The main issue, and to my mind the most prominent and worrying, is the recent addition of “pay to use” mounts and pets: the celestial mount, the pet LK, and so on. Now I fully support paying for addons, the monthly fee and the game itself. The amount of work that has gone into the game itself, the post-addon content (usually the large patches), and the cost of maintaining such a game and the servers account for the conventional costs charged. However, to add a fee for exclusive digital content I definitely do not agree with. Yes charging for server changes, race and, character changes I can appreciate as a way to regulate what should be a rare, yet occasionally helpful, change. However “in game content”, in my opinion, should be paid for exclusively in game. We all know of the “free to play” MMORPGs, making their money from selling gold, armour or similar character boosts – this seems uncomfortably close to blizzard’s digital store. Yes, nothing sold is going to change your character’s performance, but it should not cost cold, hard cash to get any in-game item. A “cool” item should be regulated by in game accomplishments, be it downing a boss on hard mode, a rare drop, PvP accomplishments, or even a stupidly long and pointless quest only a minority would attempt. Real-world money seems to add a level of segregation, and begins to remove the “anything that is possible in-game can be done by anyone” aspect. The same is true of the KT pet, and any other in-game item only available through the blizzard store. However, onto my next point.
Achievements. Like marmite, some people are in love, some people have a burning hatred, but we can all agree they are here to stay. While I am in the latter group, I am also able to recognise that they are beneficial to WoW as a game, and a lot of people take great pleasure in, well, achievement whoring. However, I believe achievements should be as the name suggests; something notable you have achieved. Be it a milestone in honourable kills, a hard mode boss kill, something “pointless” to the less achievement focused of us (such as collecting a number of mounts/tabards/pets, raising an obscure rep, the list can go on). However, what I do not recognise as a worthy achievement is “earning any variety of emblem”, or “grouping with 10 random players”. I mean honestly, is getting boosted through a dungeon really something you’ve achieved? Using the normal tool to run a few dungeons, is that an achievement? It feels a little like getting an achievement for “washing the dishes”. Why not add “used jump” or “turned left” to the achievement list. If it’s supposed to help players learn the WoW world, where’s my achievement for “been reported for leeching AV” and “trolled 5 noobs on trade”? Keep achievements as something meaningful in the game, giving me a cookie and a clap for picking my nose feels insulting.
A minor point, advertising on the WoW website. Seriously? While the type of adverts have seemed to improve from the “random unrelated blatant-sellout-for-revenue” adverts to the “could-possibly-be-convinced-blizzard-is-helping-a-small-WoW-related-company-in-an-altruistic-manner” (wow am I glad I don’t have to say that) type of adverts, the fact that it’s still a support website for our well funded game being exploited for revenue troubles me.
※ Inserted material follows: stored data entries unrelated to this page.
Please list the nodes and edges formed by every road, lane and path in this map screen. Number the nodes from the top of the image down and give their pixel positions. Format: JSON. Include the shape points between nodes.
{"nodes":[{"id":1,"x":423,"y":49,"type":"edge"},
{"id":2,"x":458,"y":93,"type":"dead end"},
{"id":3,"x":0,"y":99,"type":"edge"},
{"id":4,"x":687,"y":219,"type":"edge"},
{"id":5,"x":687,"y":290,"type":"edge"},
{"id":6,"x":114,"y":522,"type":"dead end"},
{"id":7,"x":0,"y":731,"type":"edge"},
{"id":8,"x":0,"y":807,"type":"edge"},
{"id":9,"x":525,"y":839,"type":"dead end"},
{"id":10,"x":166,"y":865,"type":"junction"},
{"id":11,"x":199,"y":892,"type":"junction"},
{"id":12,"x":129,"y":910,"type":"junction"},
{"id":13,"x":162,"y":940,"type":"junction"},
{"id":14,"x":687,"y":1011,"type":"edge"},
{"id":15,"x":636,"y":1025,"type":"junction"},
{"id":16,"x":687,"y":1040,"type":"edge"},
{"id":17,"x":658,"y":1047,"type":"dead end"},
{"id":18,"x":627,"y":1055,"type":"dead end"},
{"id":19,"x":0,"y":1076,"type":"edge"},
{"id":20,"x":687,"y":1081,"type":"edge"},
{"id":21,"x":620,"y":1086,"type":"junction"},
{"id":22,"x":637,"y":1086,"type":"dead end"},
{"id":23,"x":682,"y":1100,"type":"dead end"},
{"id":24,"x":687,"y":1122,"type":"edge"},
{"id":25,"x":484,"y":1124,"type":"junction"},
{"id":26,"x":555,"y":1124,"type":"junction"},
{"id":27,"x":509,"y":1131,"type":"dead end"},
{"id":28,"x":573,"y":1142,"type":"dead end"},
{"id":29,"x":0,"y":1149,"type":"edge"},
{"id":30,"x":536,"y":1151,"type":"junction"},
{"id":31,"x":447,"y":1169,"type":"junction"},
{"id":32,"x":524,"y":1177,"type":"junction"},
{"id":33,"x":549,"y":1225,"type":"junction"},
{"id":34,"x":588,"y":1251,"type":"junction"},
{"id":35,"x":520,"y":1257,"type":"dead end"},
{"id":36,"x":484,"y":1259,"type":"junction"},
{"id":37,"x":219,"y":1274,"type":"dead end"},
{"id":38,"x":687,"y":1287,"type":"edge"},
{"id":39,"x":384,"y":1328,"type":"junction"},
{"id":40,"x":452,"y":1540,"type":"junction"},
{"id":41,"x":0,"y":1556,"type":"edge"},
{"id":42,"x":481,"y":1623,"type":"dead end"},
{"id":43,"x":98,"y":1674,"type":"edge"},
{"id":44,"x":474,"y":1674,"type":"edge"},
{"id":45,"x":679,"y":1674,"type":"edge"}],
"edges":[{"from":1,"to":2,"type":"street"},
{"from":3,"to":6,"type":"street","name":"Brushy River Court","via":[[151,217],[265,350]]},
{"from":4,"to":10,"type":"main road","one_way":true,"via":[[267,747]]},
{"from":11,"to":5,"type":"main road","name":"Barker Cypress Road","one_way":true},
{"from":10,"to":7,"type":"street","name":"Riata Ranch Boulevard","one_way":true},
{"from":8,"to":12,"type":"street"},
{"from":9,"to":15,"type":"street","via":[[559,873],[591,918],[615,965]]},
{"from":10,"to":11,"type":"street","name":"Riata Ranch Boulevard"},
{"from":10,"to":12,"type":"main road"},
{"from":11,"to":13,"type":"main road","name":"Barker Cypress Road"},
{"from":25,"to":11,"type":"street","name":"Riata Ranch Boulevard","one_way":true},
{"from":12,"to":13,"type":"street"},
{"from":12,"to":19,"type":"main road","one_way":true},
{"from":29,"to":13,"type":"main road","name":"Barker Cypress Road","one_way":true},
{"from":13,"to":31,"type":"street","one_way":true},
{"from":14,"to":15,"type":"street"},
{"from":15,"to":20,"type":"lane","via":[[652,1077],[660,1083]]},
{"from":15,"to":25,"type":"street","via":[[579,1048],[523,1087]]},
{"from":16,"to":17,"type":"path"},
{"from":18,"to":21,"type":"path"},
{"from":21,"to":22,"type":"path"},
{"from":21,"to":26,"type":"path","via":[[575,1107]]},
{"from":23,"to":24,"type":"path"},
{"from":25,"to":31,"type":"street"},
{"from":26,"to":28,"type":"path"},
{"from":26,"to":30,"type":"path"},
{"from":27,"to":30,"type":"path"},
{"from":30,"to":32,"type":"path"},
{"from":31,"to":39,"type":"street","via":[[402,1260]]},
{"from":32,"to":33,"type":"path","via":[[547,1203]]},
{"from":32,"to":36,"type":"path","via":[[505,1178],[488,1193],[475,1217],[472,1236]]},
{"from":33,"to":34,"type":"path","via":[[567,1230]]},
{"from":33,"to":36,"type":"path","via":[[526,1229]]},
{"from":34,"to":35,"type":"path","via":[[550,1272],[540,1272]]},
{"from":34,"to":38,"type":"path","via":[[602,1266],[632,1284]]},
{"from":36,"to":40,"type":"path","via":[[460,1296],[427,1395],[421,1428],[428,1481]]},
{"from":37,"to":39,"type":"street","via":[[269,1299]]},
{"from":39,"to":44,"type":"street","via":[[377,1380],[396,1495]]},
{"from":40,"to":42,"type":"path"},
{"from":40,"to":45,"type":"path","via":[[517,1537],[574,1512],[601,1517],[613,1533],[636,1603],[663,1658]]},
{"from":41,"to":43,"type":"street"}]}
While it is a large step (possibly a leap) away from in-game advertising, it is still wrong for the same reasons. As with the first issue, it reeks of tackiness and unprofessionalism. The image that comes to mind is of a car manufacturer sticking adverts over the interior of my brand new car.
Anyway, despite the rant, I am still happy with the direction WoW has taken in WoTLK. I could write just as long a post thanking the developers (and perhaps less recognised contributors) for combining such skill and passion in creating a wonderful game. However, that may have to come another day.